To all appearances, the Brewers and Angels are teams of remarkable similarity. Both are built on glamorous, powerful offenses with lots of famous sluggers. A composite lineup taken from these two clubs might well perform on equal terms with a combined all-star team from the other 24 teams in the sport.

Think not? Take Paul Molitor, Robin Yount, Cecil Cooper, Ted Simmons, Gorman Thomas and Ben Oglivie from the Brewers. Add Reggie Jackson, Bobby Grich and Don Baylor from the Angels, and you'd still have a bench that included eight-time batting champ Rod Carew, former MVP Fred Lynn and 30-homer Doug DeCinces of California.

Both teams have credible starting staffs, full of tired veterans with lots of brains, and, at this time of year, sore arms. Milwaukee's Pete Vuckovich and Mike Caldwell, who have won 35 games between them, have appeared at wits' end to get anybody out in recent starts. California's Ken Forsch has had similar difficulties.

The "ace" of each staff is a high-price Hessian acquired on the last day of August for the stretch drive in "trades" that were really closer to cash purchases. Milwaukee got Don Sutton, who beat Baltimore, 10-2, on Sunday to clinch the AL East championship on the season's last day. The Angels got Tommy John (14-12 overall, 4-2 for the Angels), who will start tonight against Milwaukee's crafty and combative Vuckovich, the league's probable Cy Young winner with an 18-6 record.

Both teams have terrible bullpens; knock out either of these club's starters and you're well on your way to double-digit run scoring. In recent days, the Angels have gotten some short relief from inexperienced Luis Sanchez, while the Brewers' hopes rest entirely on the painful right arm of Rollie Fingers.

Since Fingers tore a forearm muscle on Sept. 2, the Brewers have teased the baseball community with a half-dozen "Rollie is almost ready" messages.
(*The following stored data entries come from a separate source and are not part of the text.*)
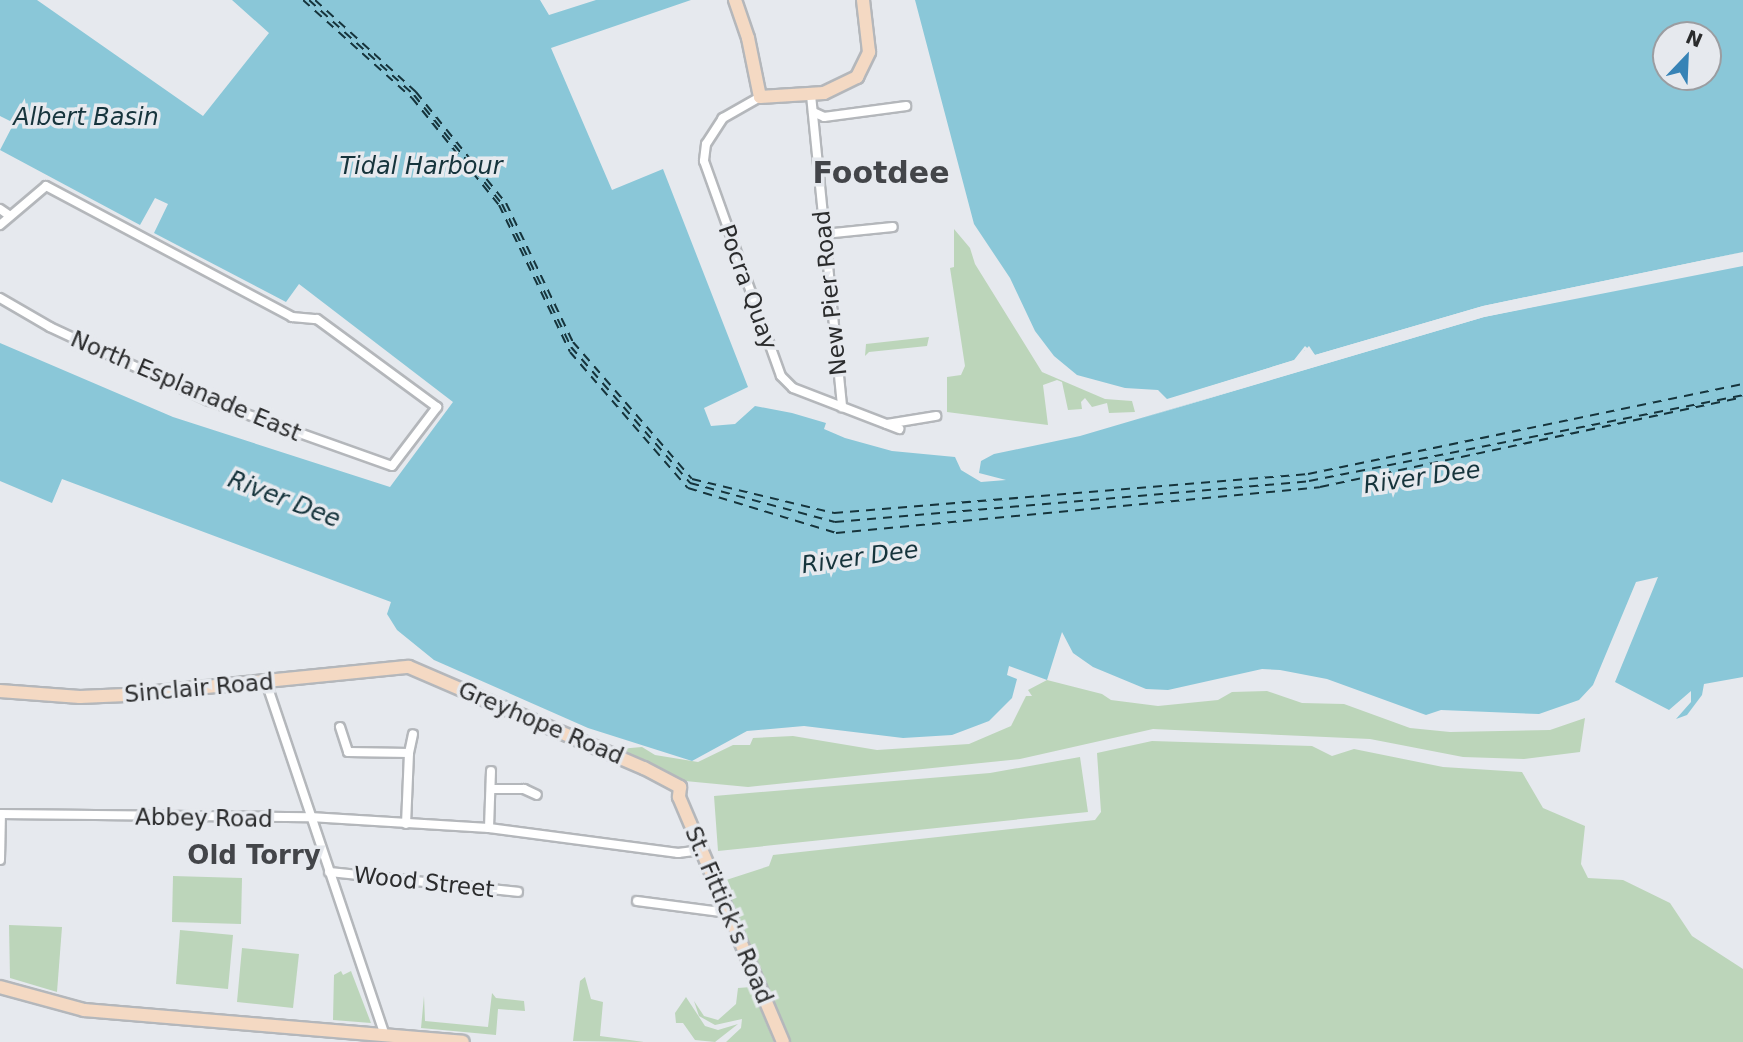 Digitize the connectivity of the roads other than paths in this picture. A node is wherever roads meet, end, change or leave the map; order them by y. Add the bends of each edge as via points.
1 (734, 0) edge
2 (863, 0) edge
3 (811, 95) junction
4 (760, 97) junction
5 (906, 106) dead end
6 (813, 112) junction
7 (0, 209) edge
8 (10, 216) junction
9 (0, 225) edge
10 (893, 227) dead end
11 (824, 234) junction
12 (0, 298) edge
13 (842, 407) junction
14 (936, 416) dead end
15 (887, 424) junction
16 (899, 429) dead end
17 (398, 667) joint
18 (267, 682) junction
19 (0, 691) edge
20 (340, 727) dead end
21 (413, 734) dead end
22 (409, 753) junction
23 (491, 771) dead end
24 (680, 787) joint
25 (491, 789) junction
26 (537, 795) dead end
27 (1, 814) edge
28 (310, 817) junction
29 (406, 824) junction
30 (489, 828) junction
31 (702, 850) junction
32 (0, 860) edge
33 (329, 872) junction
34 (518, 892) dead end
35 (637, 901) dead end
36 (728, 913) junction
37 (0, 986) edge
38 (385, 1035) junction
39 (463, 1042) edge
40 (783, 1042) edge

1 - 4 street via 748,38
2 - 3 street via 869,52 864,66 846,85
3 - 4 street
3 - 6 street, New Pier Road
4 - 13 street, Pocra Quay via 742,104 718,123 704,149 705,168 782,379 793,388
5 - 6 street via 824,117
6 - 11 street, New Pier Road
7 - 8 street
8 - 9 street
8 - 12 street, North Esplanade East via 46,186 292,317 317,319 437,407 392,466 208,400 50,327
10 - 11 street
11 - 13 street, New Pier Road
13 - 15 street, Pocra Quay
14 - 15 street
15 - 16 street, Pocra Quay
17 - 18 street, Sinclair Road
17 - 24 street, Greyhope Road via 432,676
18 - 19 street, Sinclair Road via 80,697
18 - 28 street
20 - 22 street via 348,752
21 - 22 street
22 - 29 street
23 - 25 street
24 - 31 street, St. Fittick's Road via 679,797
25 - 26 street via 524,789
25 - 30 street
27 - 28 street, Abbey Road
27 - 32 street
28 - 29 street, Abbey Road
28 - 33 street
29 - 30 street, Abbey Road
30 - 31 street, Abbey Road via 678,853
31 - 36 street, St. Fittick's Road
33 - 34 street, Wood Street
33 - 38 street
35 - 36 street
36 - 40 street, St. Fittick's Road
37 - 38 street via 84,1010
38 - 39 street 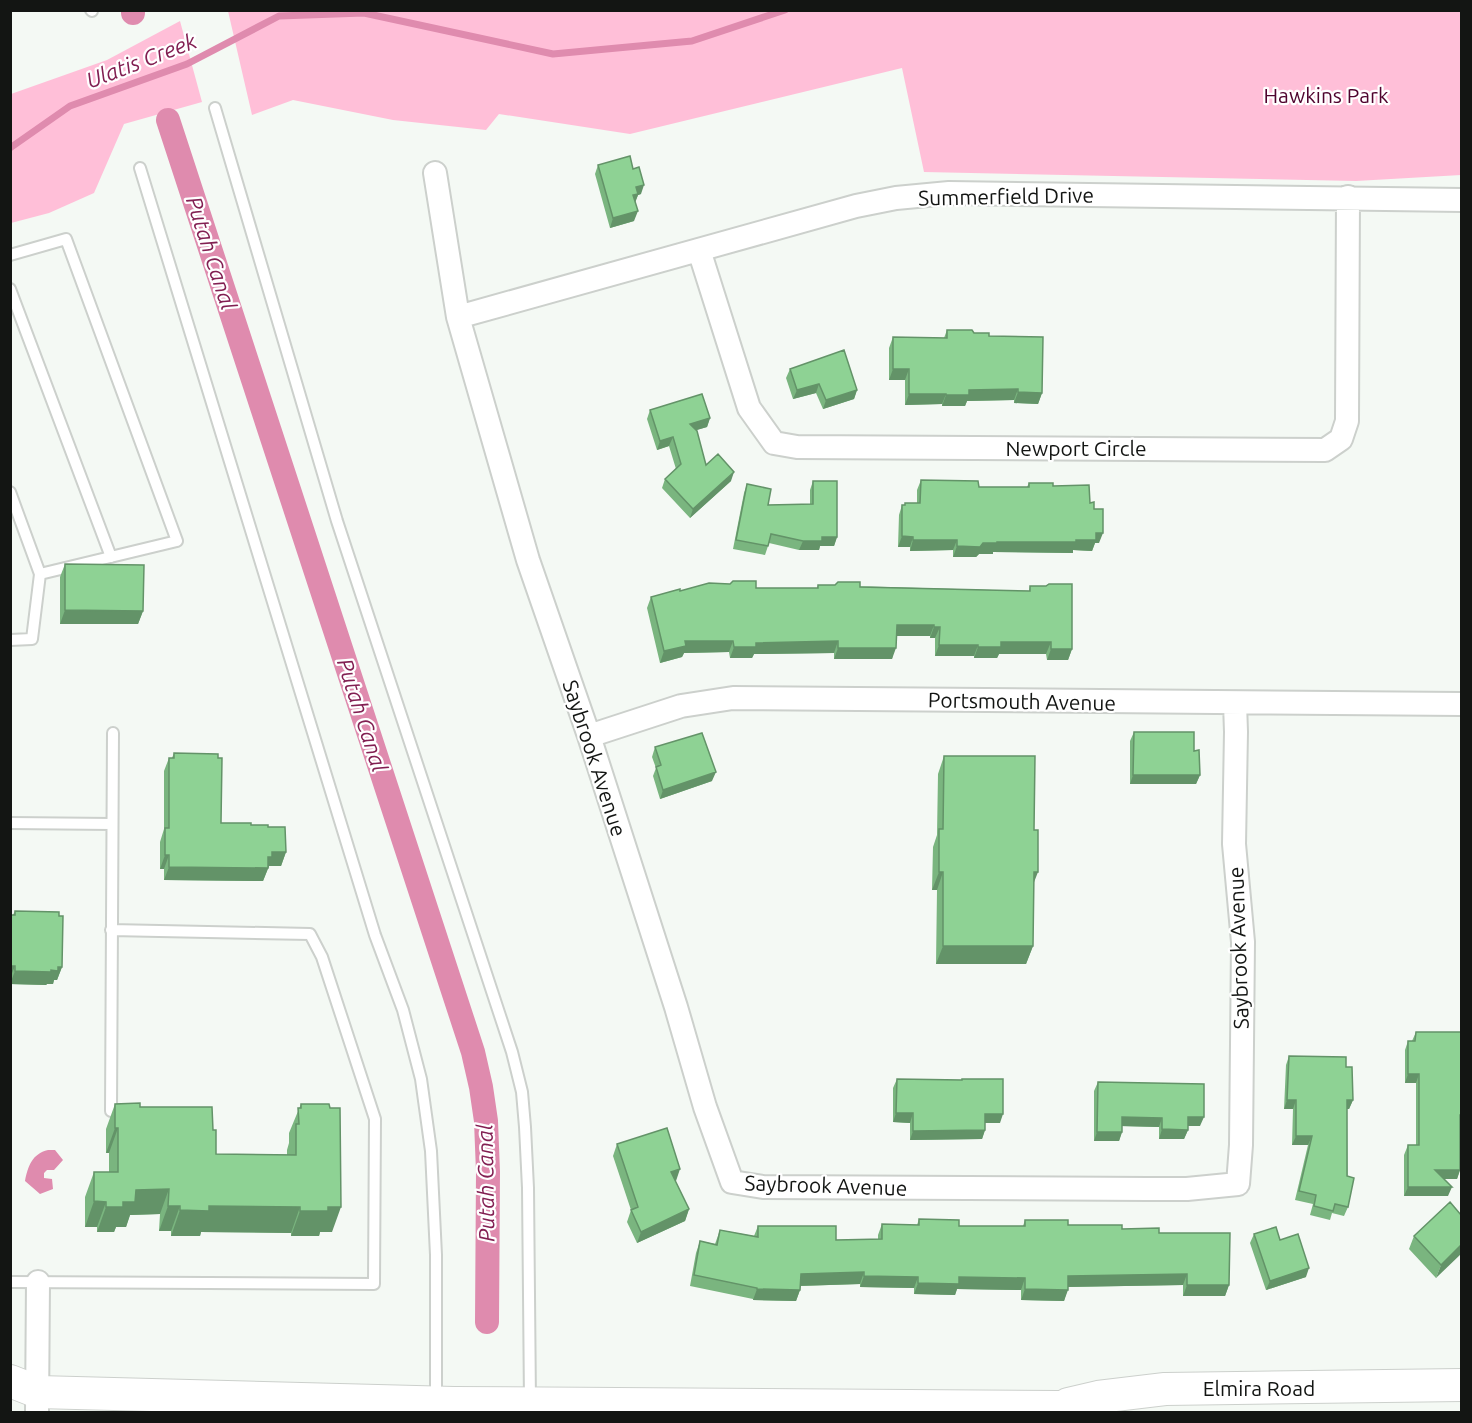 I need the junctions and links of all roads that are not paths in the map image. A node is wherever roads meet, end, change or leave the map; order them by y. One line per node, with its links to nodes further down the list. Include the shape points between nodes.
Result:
1 (215, 108): 28 (lane, via 337,521 522,1092 528,1188)
2 (140, 168): 26 (lane, via 371,924 404,1010 421,1079 432,1163)
3 (435, 173): 9 (street, Saybrook Avenue)
4 (1348, 197): 5 (street, Summerfield Drive); 6 (street, Summerfield Drive, via 948,193 856,206); 6 (street, Newport Circle, via 1347,421 1341,439 1325,450 797,447 774,443 749,408)
5 (1461, 200)
6 (699, 250): 9 (street, Summerfield Drive)
7 (10, 255): 11 (lane, via 66,239 177,541)
8 (10, 289): 11 (lane)
9 (458, 317): 17 (street, Saybrook Avenue, via 528,560)
10 (10, 492): 12 (lane)
11 (111, 557): 12 (lane)
12 (40, 574): 13 (lane, via 32,639)
13 (10, 640)
14 (1235, 703): 15 (street, Portsmouth Avenue); 17 (street, Portsmouth Avenue, via 733,698 681,706); 17 (street, Saybrook Avenue, via 1234,844 1243,942 1238,1184 1187,1189 763,1187 732,1182)
15 (1461, 704)
16 (113, 734): 19 (lane)
17 (589, 736)
18 (10, 823): 19 (lane)
19 (112, 824): 20 (lane)
20 (111, 930): 21 (lane); 23 (lane, via 310,934 322,957 375,1119 375,1284)
21 (111, 1111)
22 (10, 1282): 23 (lane)
23 (38, 1282): 25 (street)
24 (1461, 1385): 27 (main road, Elmira Road, via 1165,1389 1098,1397)
25 (24, 1398): 26 (main road, Elmira Road)
26 (437, 1407): 28 (main road, Elmira Road)
27 (1058, 1407): 29 (main road, Elmira Road); 30 (main road, Elmira Road)
28 (530, 1408): 29 (main road, Elmira Road)
29 (994, 1410)
30 (1095, 1413) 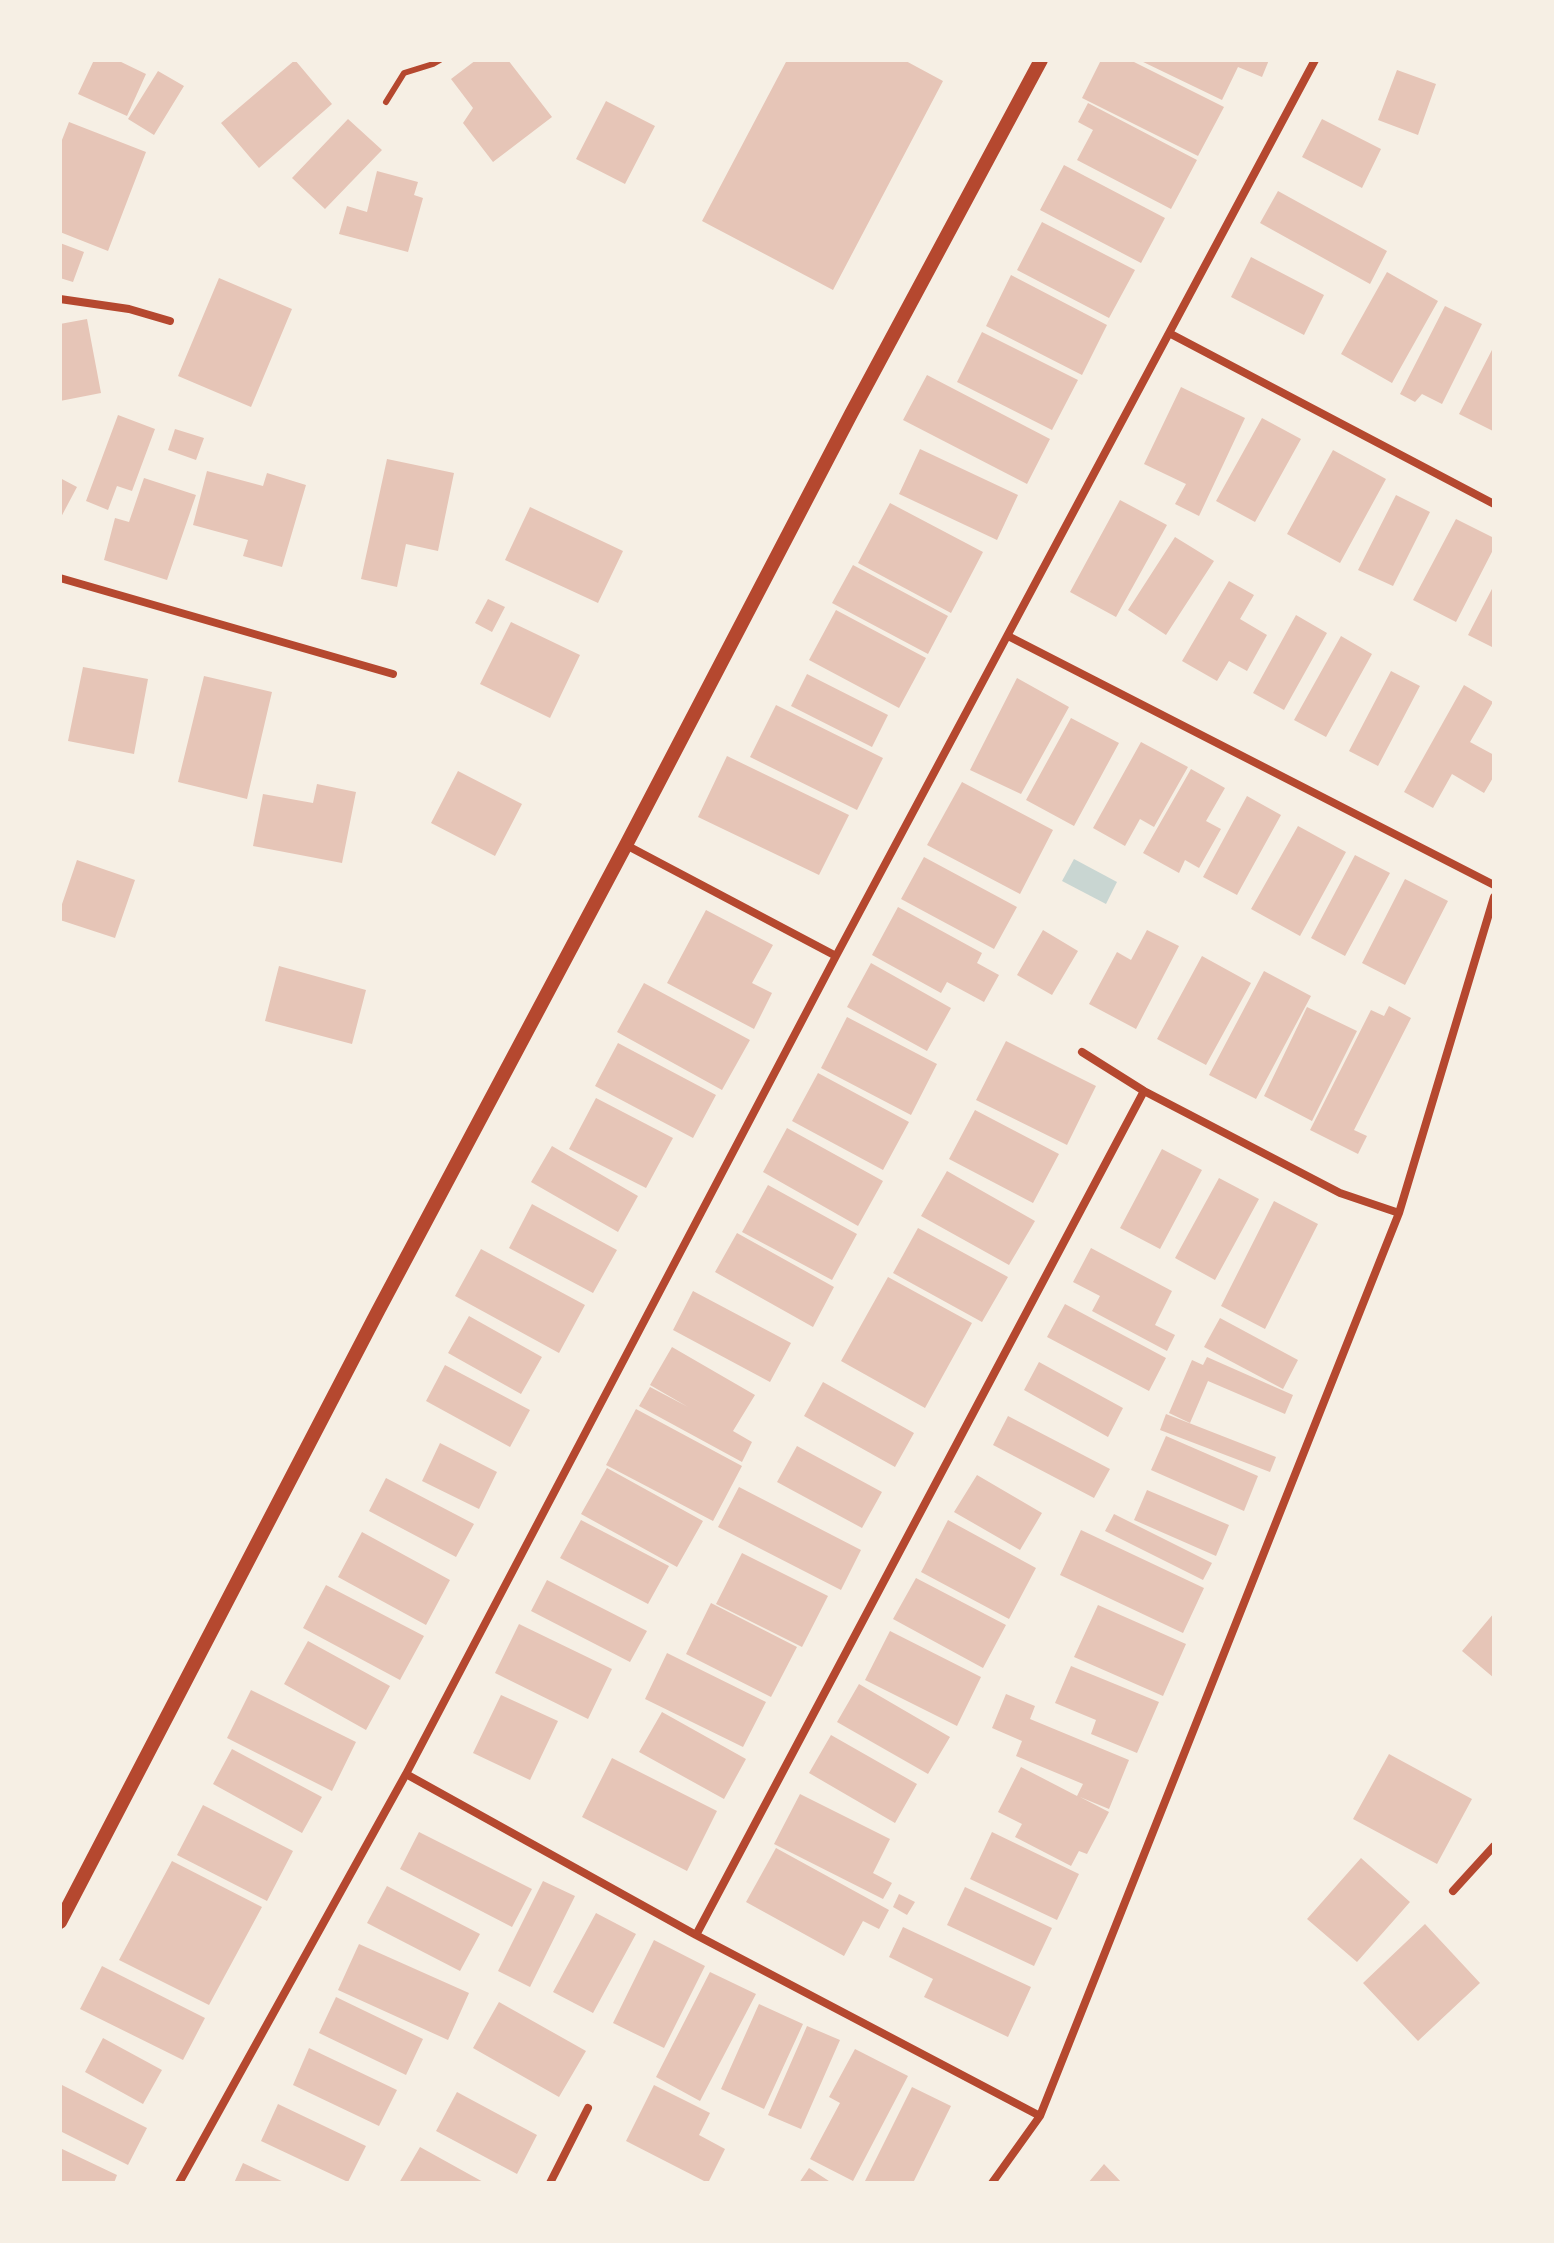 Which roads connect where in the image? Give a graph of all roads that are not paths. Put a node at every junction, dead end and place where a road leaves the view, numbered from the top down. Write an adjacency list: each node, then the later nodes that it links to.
1 (440, 60): 4 (lane)
2 (1041, 60): 12 (street)
3 (1315, 60): 7 (street)
4 (386, 102)
5 (60, 299): 6 (street)
6 (170, 321)
7 (1169, 333): 8 (street); 10 (street)
8 (1494, 504)
9 (60, 578): 11 (street)
10 (1008, 636): 13 (street); 15 (street)
11 (393, 674)
12 (626, 845): 15 (street); 22 (street)
13 (1494, 885)
14 (1494, 897): 18 (street)
15 (836, 956): 19 (street)
16 (1082, 1052): 17 (street)
17 (1144, 1091): 18 (street); 23 (street)
18 (1399, 1213): 25 (street)
19 (406, 1774): 23 (street); 26 (street)
20 (1494, 1846): 21 (street)
21 (1453, 1891)
22 (60, 1922)
23 (696, 1935): 25 (street)
24 (588, 2108): 27 (street)
25 (1040, 2116): 28 (street)
26 (179, 2183)
27 (550, 2183)
28 (992, 2183)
The latest came Sunday in Baltimore with the report that Fingers, despite some recurring stiffness and discomfort, is ready to pitch -- at least to one or two hitters -- immediately. Many will believe that the 1981 Cy Young and MVP Award winner isn't out for the season when they see him in a game.

Both teams have removed enormous pressure from themselves by staggering into the playoffs. The Angels, with their enormous payroll, could not hold off a Kansas City Royal team decimated by year-long injuries until the next-to-last day.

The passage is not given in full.